Dataset entries:

____

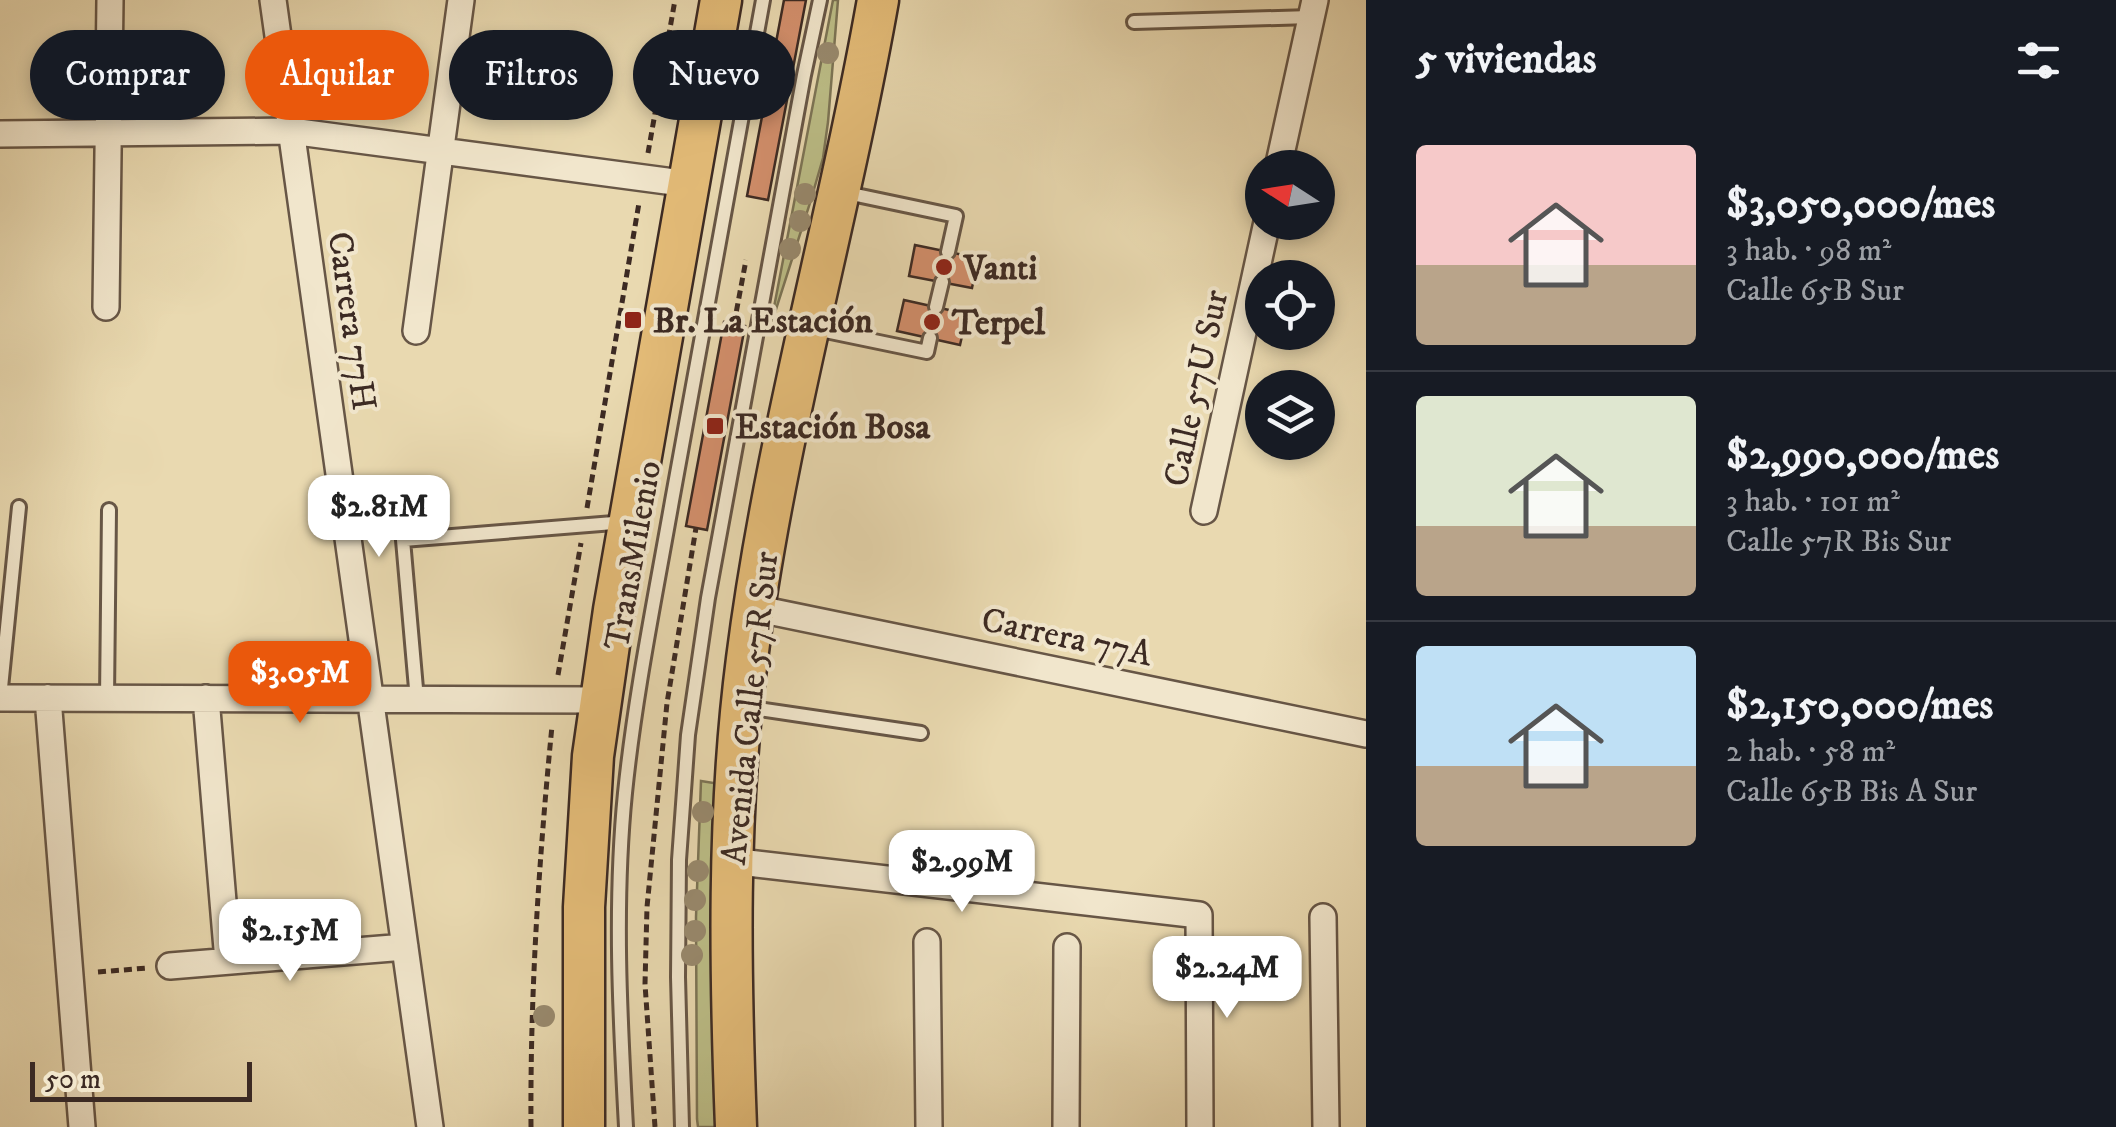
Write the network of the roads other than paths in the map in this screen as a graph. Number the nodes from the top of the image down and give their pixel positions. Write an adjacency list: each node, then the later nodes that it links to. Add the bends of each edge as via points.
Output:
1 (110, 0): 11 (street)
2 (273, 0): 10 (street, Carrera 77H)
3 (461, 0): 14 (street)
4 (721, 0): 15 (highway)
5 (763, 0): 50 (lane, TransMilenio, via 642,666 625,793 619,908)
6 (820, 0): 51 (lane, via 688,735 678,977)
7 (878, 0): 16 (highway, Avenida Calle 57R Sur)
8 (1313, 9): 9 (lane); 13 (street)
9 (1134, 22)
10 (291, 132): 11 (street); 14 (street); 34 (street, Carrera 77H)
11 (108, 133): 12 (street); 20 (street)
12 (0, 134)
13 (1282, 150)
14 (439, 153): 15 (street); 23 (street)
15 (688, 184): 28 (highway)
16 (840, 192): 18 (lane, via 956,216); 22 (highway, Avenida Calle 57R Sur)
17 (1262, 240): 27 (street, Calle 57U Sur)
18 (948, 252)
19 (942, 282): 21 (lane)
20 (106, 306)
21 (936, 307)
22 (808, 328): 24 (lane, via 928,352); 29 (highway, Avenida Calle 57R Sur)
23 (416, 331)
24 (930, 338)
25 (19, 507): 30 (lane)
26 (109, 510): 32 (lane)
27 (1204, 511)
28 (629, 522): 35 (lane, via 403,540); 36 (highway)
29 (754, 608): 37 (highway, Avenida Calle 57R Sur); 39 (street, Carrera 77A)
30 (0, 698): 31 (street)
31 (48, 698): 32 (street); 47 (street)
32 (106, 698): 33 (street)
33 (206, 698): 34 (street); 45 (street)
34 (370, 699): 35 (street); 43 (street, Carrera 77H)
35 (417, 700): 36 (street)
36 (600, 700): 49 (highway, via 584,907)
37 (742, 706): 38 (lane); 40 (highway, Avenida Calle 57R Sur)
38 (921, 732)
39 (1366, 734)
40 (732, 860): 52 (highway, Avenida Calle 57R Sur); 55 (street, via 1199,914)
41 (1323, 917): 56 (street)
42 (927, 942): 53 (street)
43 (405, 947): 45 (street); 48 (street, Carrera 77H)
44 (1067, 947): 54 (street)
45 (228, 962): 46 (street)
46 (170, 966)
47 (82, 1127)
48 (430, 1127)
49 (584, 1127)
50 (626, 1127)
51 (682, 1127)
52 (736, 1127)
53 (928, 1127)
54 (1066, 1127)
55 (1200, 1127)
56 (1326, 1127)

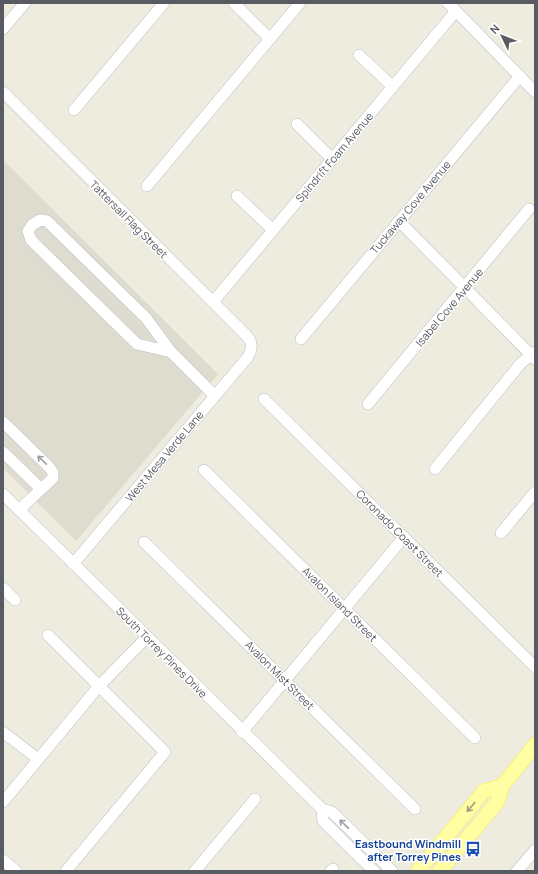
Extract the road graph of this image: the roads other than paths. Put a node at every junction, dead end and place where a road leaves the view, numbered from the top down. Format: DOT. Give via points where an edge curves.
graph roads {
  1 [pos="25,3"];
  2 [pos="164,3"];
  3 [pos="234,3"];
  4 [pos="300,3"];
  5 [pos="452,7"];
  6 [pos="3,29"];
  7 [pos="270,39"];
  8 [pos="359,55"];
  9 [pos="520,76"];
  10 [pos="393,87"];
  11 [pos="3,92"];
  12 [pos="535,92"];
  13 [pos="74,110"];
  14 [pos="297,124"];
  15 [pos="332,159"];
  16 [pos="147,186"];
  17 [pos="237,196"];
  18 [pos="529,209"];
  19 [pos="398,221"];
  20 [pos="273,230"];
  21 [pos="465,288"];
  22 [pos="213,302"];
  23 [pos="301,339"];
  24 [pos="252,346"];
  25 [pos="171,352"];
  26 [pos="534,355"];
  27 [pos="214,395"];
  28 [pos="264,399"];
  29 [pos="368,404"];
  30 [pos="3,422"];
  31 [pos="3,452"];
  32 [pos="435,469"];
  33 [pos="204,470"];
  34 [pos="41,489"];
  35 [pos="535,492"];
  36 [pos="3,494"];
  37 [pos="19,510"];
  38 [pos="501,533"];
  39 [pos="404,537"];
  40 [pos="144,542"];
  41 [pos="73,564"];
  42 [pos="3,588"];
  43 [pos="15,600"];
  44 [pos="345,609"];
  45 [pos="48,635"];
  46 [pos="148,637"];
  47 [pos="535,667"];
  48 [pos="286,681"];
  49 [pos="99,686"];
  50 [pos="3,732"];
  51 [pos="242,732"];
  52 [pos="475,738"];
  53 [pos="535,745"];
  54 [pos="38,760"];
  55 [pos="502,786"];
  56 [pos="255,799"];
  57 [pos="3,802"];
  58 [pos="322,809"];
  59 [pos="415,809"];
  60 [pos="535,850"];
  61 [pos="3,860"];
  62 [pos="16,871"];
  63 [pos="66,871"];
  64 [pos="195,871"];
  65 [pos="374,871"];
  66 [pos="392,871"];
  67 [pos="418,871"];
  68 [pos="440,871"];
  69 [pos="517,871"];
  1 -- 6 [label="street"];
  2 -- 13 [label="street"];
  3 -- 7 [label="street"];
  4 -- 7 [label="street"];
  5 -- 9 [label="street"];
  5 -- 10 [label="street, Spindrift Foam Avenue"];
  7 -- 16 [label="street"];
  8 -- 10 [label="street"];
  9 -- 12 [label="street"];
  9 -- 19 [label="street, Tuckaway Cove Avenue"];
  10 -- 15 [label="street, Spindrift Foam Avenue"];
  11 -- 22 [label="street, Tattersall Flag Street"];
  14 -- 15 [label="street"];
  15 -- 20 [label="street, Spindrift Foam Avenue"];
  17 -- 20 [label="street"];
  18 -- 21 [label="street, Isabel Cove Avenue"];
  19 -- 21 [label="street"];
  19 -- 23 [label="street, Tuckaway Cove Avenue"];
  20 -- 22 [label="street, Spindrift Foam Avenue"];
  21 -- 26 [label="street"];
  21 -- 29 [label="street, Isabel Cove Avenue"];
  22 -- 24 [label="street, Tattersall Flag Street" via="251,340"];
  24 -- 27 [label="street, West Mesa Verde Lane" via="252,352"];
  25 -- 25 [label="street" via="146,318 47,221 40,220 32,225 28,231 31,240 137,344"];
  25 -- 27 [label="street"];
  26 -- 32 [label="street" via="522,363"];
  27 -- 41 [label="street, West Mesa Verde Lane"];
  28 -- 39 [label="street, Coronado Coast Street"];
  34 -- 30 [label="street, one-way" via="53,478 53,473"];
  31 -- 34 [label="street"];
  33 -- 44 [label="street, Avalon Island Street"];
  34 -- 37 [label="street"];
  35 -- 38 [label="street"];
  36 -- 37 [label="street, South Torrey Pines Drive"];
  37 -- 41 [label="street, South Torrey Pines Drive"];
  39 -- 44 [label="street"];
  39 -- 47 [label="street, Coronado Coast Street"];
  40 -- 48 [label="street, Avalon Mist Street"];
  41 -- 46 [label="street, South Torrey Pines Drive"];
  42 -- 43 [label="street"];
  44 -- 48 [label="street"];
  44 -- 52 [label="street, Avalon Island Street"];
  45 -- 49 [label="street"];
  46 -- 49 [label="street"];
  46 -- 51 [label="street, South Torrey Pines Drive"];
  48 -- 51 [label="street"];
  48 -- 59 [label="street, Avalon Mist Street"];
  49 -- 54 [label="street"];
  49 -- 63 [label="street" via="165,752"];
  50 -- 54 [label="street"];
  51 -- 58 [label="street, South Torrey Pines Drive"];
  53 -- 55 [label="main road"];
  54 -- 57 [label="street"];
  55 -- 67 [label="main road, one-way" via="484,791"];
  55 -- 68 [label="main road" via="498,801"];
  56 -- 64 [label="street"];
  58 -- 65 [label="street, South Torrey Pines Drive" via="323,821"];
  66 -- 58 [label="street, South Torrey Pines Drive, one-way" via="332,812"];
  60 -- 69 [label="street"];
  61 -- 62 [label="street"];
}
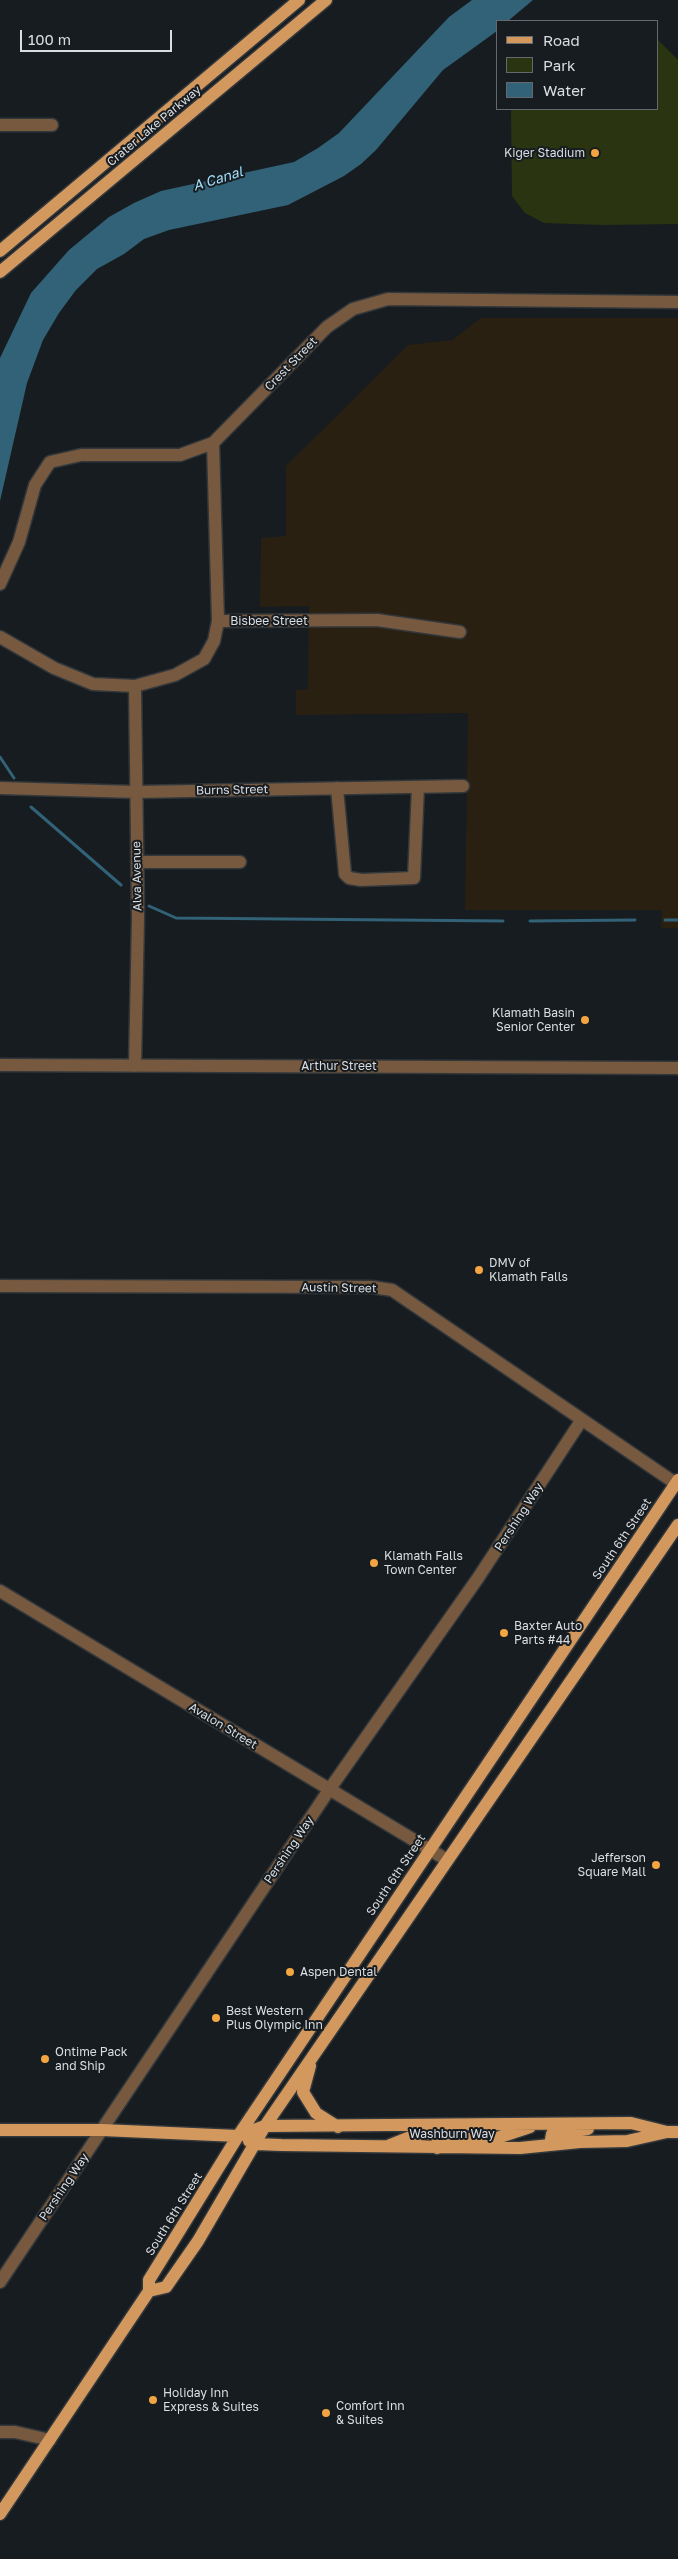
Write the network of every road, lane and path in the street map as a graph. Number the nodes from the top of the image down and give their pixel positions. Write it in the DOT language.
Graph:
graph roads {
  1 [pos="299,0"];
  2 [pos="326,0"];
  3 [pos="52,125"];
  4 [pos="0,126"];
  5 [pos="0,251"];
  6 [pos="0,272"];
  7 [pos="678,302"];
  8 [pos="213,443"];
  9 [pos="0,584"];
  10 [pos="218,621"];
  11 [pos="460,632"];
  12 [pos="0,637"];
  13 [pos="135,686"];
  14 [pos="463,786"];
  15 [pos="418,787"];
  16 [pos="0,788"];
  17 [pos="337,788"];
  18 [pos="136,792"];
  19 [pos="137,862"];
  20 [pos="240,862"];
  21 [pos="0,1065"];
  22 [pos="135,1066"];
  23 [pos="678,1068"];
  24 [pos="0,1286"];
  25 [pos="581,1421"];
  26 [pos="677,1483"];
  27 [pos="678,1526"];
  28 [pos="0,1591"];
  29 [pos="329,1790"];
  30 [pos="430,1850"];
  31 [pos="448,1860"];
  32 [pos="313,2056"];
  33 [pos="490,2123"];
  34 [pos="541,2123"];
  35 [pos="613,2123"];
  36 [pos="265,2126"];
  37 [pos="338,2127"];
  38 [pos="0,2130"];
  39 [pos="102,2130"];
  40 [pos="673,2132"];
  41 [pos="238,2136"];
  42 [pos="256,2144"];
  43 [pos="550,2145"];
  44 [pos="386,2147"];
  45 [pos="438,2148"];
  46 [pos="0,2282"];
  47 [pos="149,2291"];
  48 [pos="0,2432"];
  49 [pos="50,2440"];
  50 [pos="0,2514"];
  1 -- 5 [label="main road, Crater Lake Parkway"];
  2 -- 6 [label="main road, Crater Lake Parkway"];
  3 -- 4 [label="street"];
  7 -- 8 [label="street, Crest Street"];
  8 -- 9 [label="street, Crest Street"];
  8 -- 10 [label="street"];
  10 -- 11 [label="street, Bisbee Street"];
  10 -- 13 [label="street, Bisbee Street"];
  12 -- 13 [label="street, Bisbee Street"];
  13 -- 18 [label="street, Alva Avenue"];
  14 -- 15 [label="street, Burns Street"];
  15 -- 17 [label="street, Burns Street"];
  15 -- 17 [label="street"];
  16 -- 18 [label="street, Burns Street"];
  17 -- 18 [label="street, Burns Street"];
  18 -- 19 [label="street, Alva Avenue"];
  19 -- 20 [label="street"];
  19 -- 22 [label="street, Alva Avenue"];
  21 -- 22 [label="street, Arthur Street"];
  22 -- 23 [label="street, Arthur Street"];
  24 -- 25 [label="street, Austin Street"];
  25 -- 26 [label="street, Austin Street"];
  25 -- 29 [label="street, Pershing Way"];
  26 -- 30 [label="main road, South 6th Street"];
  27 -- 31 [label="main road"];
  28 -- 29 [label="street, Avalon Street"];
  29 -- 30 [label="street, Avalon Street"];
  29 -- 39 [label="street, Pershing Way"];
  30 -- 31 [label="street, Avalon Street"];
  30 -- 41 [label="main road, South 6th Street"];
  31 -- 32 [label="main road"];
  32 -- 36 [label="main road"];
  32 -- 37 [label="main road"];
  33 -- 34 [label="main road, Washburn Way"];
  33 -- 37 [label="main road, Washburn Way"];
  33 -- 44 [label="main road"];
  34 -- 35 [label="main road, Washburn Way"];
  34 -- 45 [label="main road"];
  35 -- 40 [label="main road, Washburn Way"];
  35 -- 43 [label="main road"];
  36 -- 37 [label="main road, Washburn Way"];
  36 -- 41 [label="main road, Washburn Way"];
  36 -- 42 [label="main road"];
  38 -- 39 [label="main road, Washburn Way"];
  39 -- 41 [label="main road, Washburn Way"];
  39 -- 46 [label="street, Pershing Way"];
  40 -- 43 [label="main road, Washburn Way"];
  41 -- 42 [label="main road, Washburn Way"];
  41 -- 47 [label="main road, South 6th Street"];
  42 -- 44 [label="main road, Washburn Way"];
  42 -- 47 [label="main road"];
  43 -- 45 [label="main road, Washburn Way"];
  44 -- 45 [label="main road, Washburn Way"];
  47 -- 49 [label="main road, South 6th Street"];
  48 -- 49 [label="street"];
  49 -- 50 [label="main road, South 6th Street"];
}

____

◆ Problem details: From the data above, copy each line that has the string "nodes".

◆ Finished exercise:
Write the network of the roads other than paths in the map in this screen as a graph. Number the nodes from the top of the image down and give their pixel positions. Write an adjacency list: each node, then the later nodes that it links to. Add the bends of each edge as via points.
Write the network of every road, lane and path in the street map as a graph. Number the nodes from the top of the image down and give their pixel positions. Write it in the DOT language.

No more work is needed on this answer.